Chers amis de Biscottes littéraires, bonjour.  C’est toujours un grand plaisir pour nous de vous savoir de plus en plus nombreux à nous suivre. Vous nous faites vivre et revivre à travers vos commentaires, suggestions et critiques. Nous vous en remercions infiniment. Cette semaine, votre blog fait un saut vers le Septentrion pour vous faire découvrir un grand talent, une belle figure de la littérature béninoise. Qu’il s’agisse de Modeste Gansou Wéwé ou que ce dernier célèbre son anniversaire de naissance en ce jour, il nous sera loisible de le suivre à travers cette interview que nous le remercions de nous avoir gracieusement accordée.

 

« Il est important que les auteurs béninois soient davantage mis en avant dans nos collèges et lycées. »

 

 

 

BL : Bonjour monsieur Modeste Gansou Wéwé. La joie est pour nos lecteurs de mieux vous découvrir à travers cette interview. Que dites-vous de vous-même en guise de présentation ?

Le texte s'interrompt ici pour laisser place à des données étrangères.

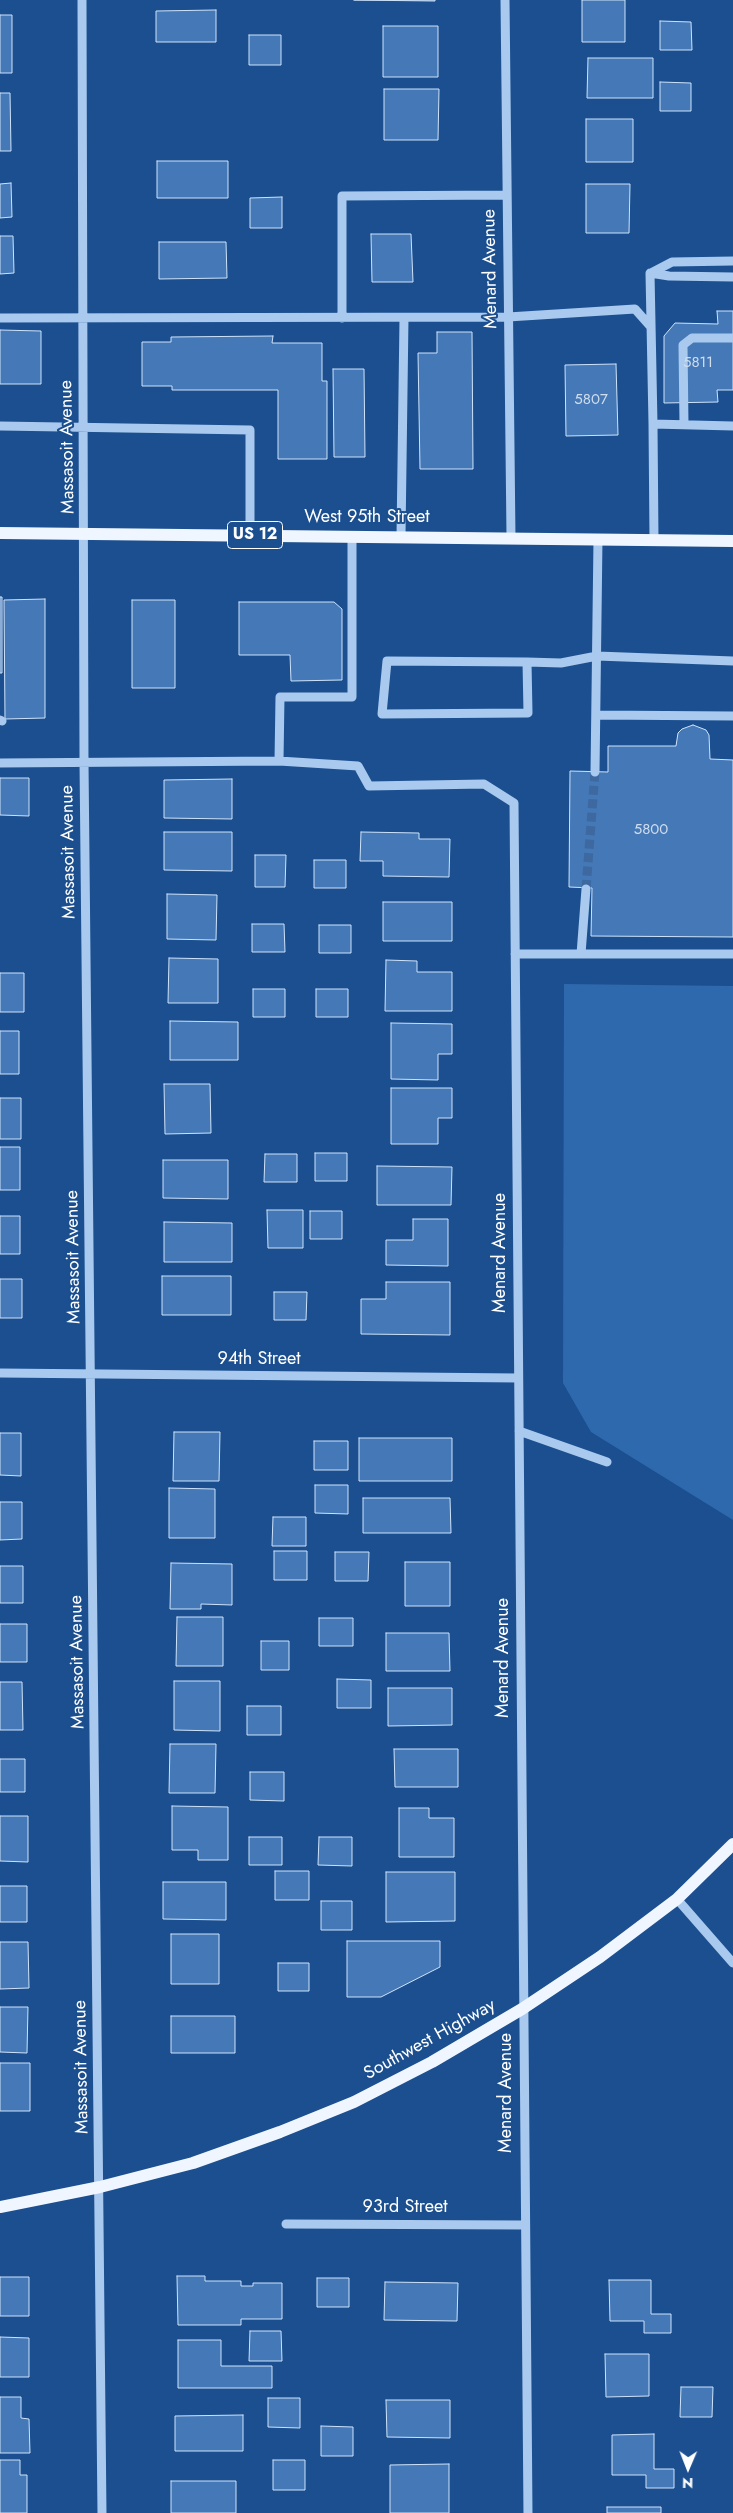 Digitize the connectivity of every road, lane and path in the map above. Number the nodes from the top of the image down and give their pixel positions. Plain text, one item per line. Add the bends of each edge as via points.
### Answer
1 (82, 0) edge
2 (505, 0) edge
3 (507, 195) junction
4 (733, 261) edge
5 (650, 273) junction
6 (733, 277) edge
7 (508, 317) junction
8 (0, 318) edge
9 (342, 318) junction
10 (404, 318) junction
11 (82, 319) junction
12 (651, 327) junction
13 (733, 338) edge
14 (653, 424) junction
15 (684, 424) junction
16 (0, 426) edge
17 (84, 426) junction
18 (733, 426) edge
19 (0, 533) edge
20 (85, 533) junction
21 (250, 535) junction
22 (352, 536) junction
23 (401, 536) junction
24 (510, 537) junction
25 (598, 539) junction
26 (654, 540) junction
27 (733, 541) edge
28 (597, 656) junction
29 (733, 661) edge
30 (527, 662) junction
31 (597, 715) junction
32 (733, 716) edge
33 (279, 761) junction
34 (84, 762) junction
35 (0, 763) edge
36 (595, 772) tunnel mouth
37 (586, 888) tunnel mouth
38 (515, 954) junction
39 (581, 954) junction
40 (733, 954) edge
41 (0, 1374) edge
42 (92, 1375) junction
43 (518, 1378) junction
44 (519, 1431) junction
45 (607, 1462) dead end
46 (733, 1844) edge
47 (677, 1899) junction
48 (733, 1963) edge
49 (522, 2009) junction
50 (100, 2188) junction
51 (0, 2207) edge
52 (286, 2224) dead end
53 (524, 2225) junction
54 (102, 2513) edge
55 (528, 2513) edge

1 - 11 street, Massasoit Avenue
2 - 3 street, Menard Avenue
3 - 7 street, Menard Avenue
3 - 9 street via 342,196
4 - 5 street via 672,262
5 - 6 street
5 - 12 street
7 - 10 street
7 - 12 street via 635,309
7 - 24 street, Menard Avenue
8 - 11 street
9 - 10 street
9 - 11 street
10 - 23 street
11 - 17 street, Massasoit Avenue
12 - 14 street
13 - 15 street via 692,338 683,345
14 - 15 street
14 - 26 street
15 - 18 street
16 - 17 street
17 - 20 street, Massasoit Avenue
17 - 21 street via 250,430
19 - 20 main road, West 95th Street / US 12
20 - 21 main road, West 95th Street / US 12
20 - 34 street, Massasoit Avenue
21 - 22 main road, West 95th Street / US 12
22 - 23 main road, West 95th Street / US 12
22 - 33 street via 352,697 280,697
23 - 24 main road, West 95th Street / US 12
24 - 25 main road, West 95th Street / US 12
25 - 26 main road, West 95th Street / US 12
25 - 28 street
26 - 27 main road, West 95th Street / US 12
28 - 29 street
28 - 30 street via 561,663
28 - 31 street
30 - 30 street via 387,661 382,714 528,713
31 - 32 street
31 - 36 street
33 - 34 street
33 - 38 street, Menard Avenue via 358,766 369,786 484,784 514,804
34 - 35 street
34 - 42 street, Massasoit Avenue
37 - 39 street
38 - 39 street
38 - 43 street, Menard Avenue
39 - 40 street
41 - 42 street, 94th Street
42 - 43 street, 94th Street
42 - 50 street, Massasoit Avenue
43 - 44 street, Menard Avenue
44 - 45 street
44 - 49 street, Menard Avenue
46 - 47 main road, Southwest Highway
47 - 48 street
47 - 49 main road, Southwest Highway via 600,1957
49 - 50 main road, Southwest Highway via 432,2062 354,2102 193,2163
49 - 53 street, Menard Avenue
50 - 51 main road, Southwest Highway
50 - 54 street, Massasoit Avenue
52 - 53 street, 93rd Street
53 - 55 street, Menard Avenue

MGW : Bonjour à tous vos lecteurs, le plaisir est plutôt mien. Alors en guise de Présentation que dire ?… Modeste GANSOU WEWE à l’Etat civil, Béninois, je suis enseignant de Français dans les Collèges et Lycées, je suis romancier et nouvelliste, diplômé de Sociologie-Anthropologie.

BL : Comment avez-vous découvert l’écriture ? Est-ce une contrainte de vos études ou une passion?

MGW : Ma rencontre avec l’écriture s’est faite avant tout au travers de la lecture. Plus jeune, dès mes années de collèges, j’arpentais toutes les bibliothèques de la ville de Parakou, à la recherche d’un livre à lire. Le temps aidant, j’ai fini par ressentir cette envie d’écrire d’abord en imitant les autres, puis avec le temps, développant mon propre style. Ecrire n’est donc pas une contrainte mais plutôt une passion, j’irai même jusqu’à dire que c’est un vital besoin. Par elle, je me sens vivre, je me sens moi.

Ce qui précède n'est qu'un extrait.